TASK DIRECTIONS: Except for images, print the whole listing verbatim.

═══ EXCERPTED DATA

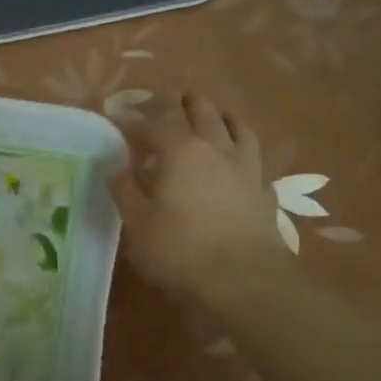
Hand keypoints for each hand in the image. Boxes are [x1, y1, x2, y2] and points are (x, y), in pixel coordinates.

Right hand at [110, 90, 288, 309]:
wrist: (245, 280)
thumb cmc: (181, 249)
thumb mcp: (138, 222)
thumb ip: (125, 189)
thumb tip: (115, 166)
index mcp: (181, 151)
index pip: (154, 123)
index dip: (134, 118)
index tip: (118, 116)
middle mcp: (216, 149)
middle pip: (201, 113)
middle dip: (183, 103)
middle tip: (172, 100)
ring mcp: (246, 168)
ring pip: (237, 128)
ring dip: (221, 116)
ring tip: (214, 115)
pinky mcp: (264, 191)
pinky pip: (255, 159)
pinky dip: (244, 152)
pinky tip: (240, 162)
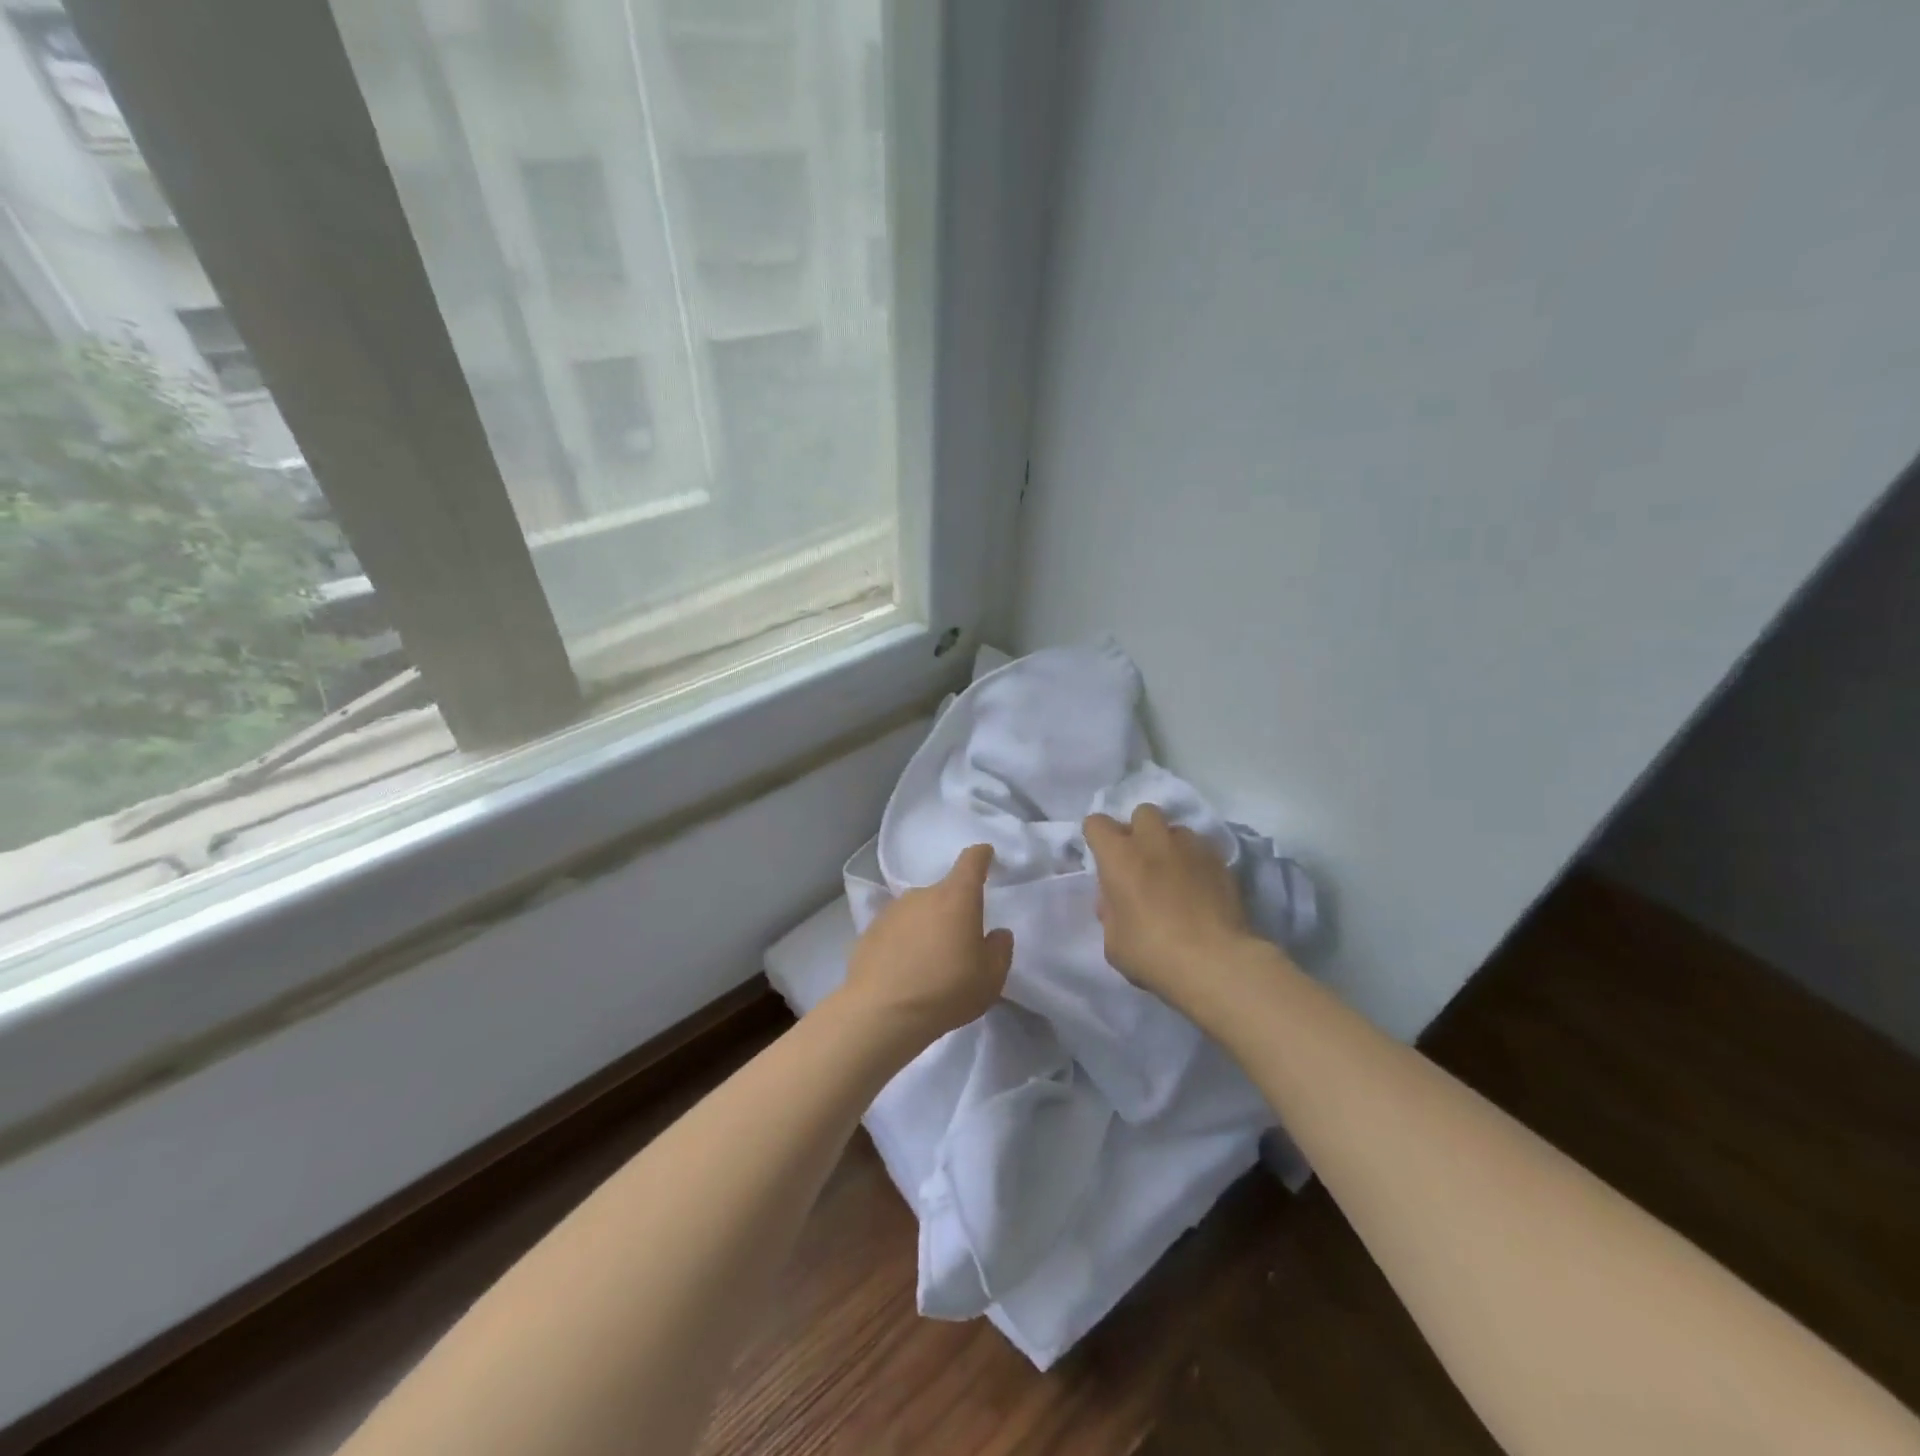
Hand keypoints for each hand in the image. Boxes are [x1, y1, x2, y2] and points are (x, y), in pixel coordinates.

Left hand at [842, 844, 1013, 1044]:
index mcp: (957, 897)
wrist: (882, 1013)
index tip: (986, 856)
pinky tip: (904, 970)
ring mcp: (892, 911)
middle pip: (944, 892)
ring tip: (930, 961)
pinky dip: (903, 942)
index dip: (981, 856)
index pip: (971, 861)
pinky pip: (896, 930)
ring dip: (927, 927)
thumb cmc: (946, 990)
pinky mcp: (869, 932)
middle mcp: (922, 894)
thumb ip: (1000, 949)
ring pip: (918, 911)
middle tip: (959, 943)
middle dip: (954, 910)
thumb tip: (997, 934)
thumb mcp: (991, 977)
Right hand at [1083, 804, 1257, 1004]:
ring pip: (1176, 829)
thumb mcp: (1113, 941)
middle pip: (1143, 812)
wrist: (1215, 962)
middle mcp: (1153, 841)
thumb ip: (1110, 911)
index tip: (1102, 857)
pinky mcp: (1221, 861)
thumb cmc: (1152, 953)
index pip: (1096, 823)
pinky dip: (1196, 862)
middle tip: (1141, 860)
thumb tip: (1115, 900)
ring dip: (1170, 845)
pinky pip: (1202, 850)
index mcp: (1119, 856)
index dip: (1097, 837)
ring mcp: (1191, 847)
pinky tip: (1200, 886)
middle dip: (1139, 830)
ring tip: (1174, 872)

══════

YOUR SOLUTION:
Hand keypoints for each hand in the image. Boxes are [x1, y1, x2, y2] and points are (x, y), in pixel coordinates.

Right hand at [110, 90, 288, 309]:
wrist: (245, 280)
thumb cmc: (181, 249)
thumb mcp: (138, 222)
thumb ip: (125, 189)
thumb tip: (115, 166)
index mcp: (181, 151)
index pip: (154, 123)
index dip: (134, 118)
index tip: (118, 116)
middle mcp: (216, 149)
middle pip: (201, 113)
middle dip: (183, 103)
middle tip: (172, 100)
ring mcp: (246, 168)
ring pip: (237, 128)
ring dip: (221, 116)
ring tip: (214, 115)
pinky mcp: (264, 191)
pinky pip: (255, 159)
pinky dip: (244, 152)
pinky tip: (240, 162)
Hand keypoints for each hand in the image. Boxes are [x1, y1, x2, y2] and points are (x, y), in pixel coordinates.

Left hand at [842, 844, 1013, 1044]:
index mcp: (957, 897)
wrist: (882, 1013)
index tip: (986, 856)
pinky tip: (904, 970)
ring mcp: (892, 911)
middle pip: (944, 892)
ring tip: (930, 961)
pinky dip: (903, 942)
index dip: (981, 856)
index pip: (971, 861)
pinky pip: (896, 930)
ring dip: (927, 927)
thumb cmc: (946, 990)
pinky mcp: (869, 932)
middle mcp: (922, 894)
thumb ip: (1000, 949)
ring pip: (918, 911)
middle tip: (959, 943)
middle dip: (954, 910)
thumb tip: (997, 934)
thumb mcp: (991, 977)
Right hand at [1083, 804, 1257, 1004]:
ring pip: (1176, 829)
thumb mcp: (1113, 941)
middle pip: (1143, 812)
wrist: (1215, 962)
middle mcp: (1153, 841)
thumb ip: (1110, 911)
index tip: (1102, 857)
pinky mcp: (1221, 861)
thumb cmc: (1152, 953)
index pip: (1096, 823)
pinky dip: (1196, 862)
middle tip: (1141, 860)
thumb tip: (1115, 900)
ring dip: (1170, 845)
pinky pip: (1202, 850)
index mcp: (1119, 856)
index dip: (1097, 837)
ring mcp: (1191, 847)
pinky tip: (1200, 886)
middle dip: (1139, 830)
ring tip: (1174, 872)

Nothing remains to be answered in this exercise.